Prestes a voltar a jogar após a prata no Rio, Ágatha planeja trajetória até 2020

Paranaense de 33 anos curte o momento pós-Olimpíada, já com saudade de voltar a competir nas areias

Por O Dia

Rio - A vida pós-Olimpíada está sendo diferente do que Ágatha havia imaginado inicialmente. A decisão da ex-parceira Bárbara Seixas de dar fim à dupla que conquistou a prata nos Jogos do Rio a pegou de surpresa. Mas Ágatha resolveu traçar novos planos. Aos 33 anos, com uma medalha olímpica no currículo, a paranaense quer aproveitar o auge da carreira já encarando outros desafios, incluindo o ciclo até Tóquio-2020.

Ághata não desgruda da medalha olímpicaMaíra Coelho / Agência O Dia

Seu retorno às competições acontecerá nesta semana ao lado de Carol Solberg, na etapa de Brasília do Circuito Brasileiro de vôlei de praia. Até o fim do ano, serão mais três torneios com Carol. Em janeiro, Ágatha passa a formar a parceria com a jovem Duda, de 18 anos, iniciando mais um ciclo olímpico. “O destino me colocou neste momento de estar correndo atrás. Eu até brinco que essa parceria com a Carol é uma passagem para o período que vai se iniciar em janeiro. Não é descanso. As duas estão se dando a chance de tentar uma coisa nova. Ela vindo de uma gravidez, eu vindo de uma parceria de muito tempo com a Bárbara. Vai ser legal este período para em janeiro começar a pensar no ciclo até 2020”, conta Ágatha.
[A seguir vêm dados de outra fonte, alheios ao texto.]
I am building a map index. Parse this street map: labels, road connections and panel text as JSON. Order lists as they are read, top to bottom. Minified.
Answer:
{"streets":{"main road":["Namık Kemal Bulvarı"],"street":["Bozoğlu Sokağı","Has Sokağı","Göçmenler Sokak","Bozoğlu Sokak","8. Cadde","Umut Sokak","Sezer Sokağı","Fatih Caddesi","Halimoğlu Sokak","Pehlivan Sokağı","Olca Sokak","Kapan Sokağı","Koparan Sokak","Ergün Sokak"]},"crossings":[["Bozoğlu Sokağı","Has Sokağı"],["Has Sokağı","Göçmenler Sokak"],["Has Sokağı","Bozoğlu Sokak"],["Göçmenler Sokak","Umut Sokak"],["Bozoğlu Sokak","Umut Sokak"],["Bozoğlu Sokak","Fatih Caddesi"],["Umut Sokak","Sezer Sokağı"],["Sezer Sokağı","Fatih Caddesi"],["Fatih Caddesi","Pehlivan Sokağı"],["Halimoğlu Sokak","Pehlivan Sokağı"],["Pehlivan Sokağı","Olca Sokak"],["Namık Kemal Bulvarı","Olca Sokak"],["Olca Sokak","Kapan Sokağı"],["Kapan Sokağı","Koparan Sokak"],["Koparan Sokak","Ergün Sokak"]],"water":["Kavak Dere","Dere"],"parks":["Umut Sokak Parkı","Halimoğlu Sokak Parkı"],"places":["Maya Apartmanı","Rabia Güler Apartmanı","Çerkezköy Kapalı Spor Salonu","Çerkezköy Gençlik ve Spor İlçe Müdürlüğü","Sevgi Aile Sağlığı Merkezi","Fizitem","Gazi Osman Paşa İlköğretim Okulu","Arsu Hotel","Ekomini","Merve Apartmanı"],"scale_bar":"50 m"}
Duda, sua parceira a partir de 2017, é tricampeã mundial sub-19. A dupla terá duas técnicas: Cida, mãe de Duda, e Jackie Silva, campeã olímpica em Atlanta-1996. “Estou com gás. Ainda mais que está vindo uma menina supernova aí pela frente (risos). A Duda está com 18 anos. Apesar de ser nova, já ganhou tanta coisa. A gente tem muito para crescer juntas. Vai ser uma coisa muito diferente. Vejo situação parecida com a da época em que cheguei ao Rio para jogar com a Sandra Pires. É parecido pela diferença de idade, ela vindo jogar no Rio, eu já sendo medalhista”, compara.

Todas essas mudanças, no entanto, não estavam nos planos. “Essa aceleração eu não esperava mesmo. Encarei isso com muita surpresa. Passei os primeiros dias mais quietinha, me dei o direito de não ter que ficar pensando com quem iria jogar e ter que arrumar logo uma comissão técnica. Ao mesmo tempo, resolvi curtir essa medalha maravilhosa. Fui aos programas de televisão, fui para o Sul, fiquei com a minha família lá, levei a medalha para todo mundo ver”, conta.

Paranaense quer aproveitar o auge da carreira já encarando outros desafiosMaíra Coelho / Agência O Dia

Em 2020, ano dos Jogos de Tóquio, Ágatha terá 37 anos. A tricampeã olímpica Walsh completou 38 anos durante a Olimpíada do Rio, quando conquistou a sua quarta medalha olímpica, de bronze. “Ela é um exemplo. É incrível a motivação dela, a vontade de vencer”, elogia Ágatha,que já segue algumas regrinhas por conta da idade: “Durante as férias, eu não paro com a parte física, só com bola. Eu sei que é mais difícil reiniciar o ano. Outro cuidado é com alimentação. Nas férias, eu até solto um pouquinho, mas não avacalho completamente porque sei que vai ser cada vez mais difícil recuperar o corpo.”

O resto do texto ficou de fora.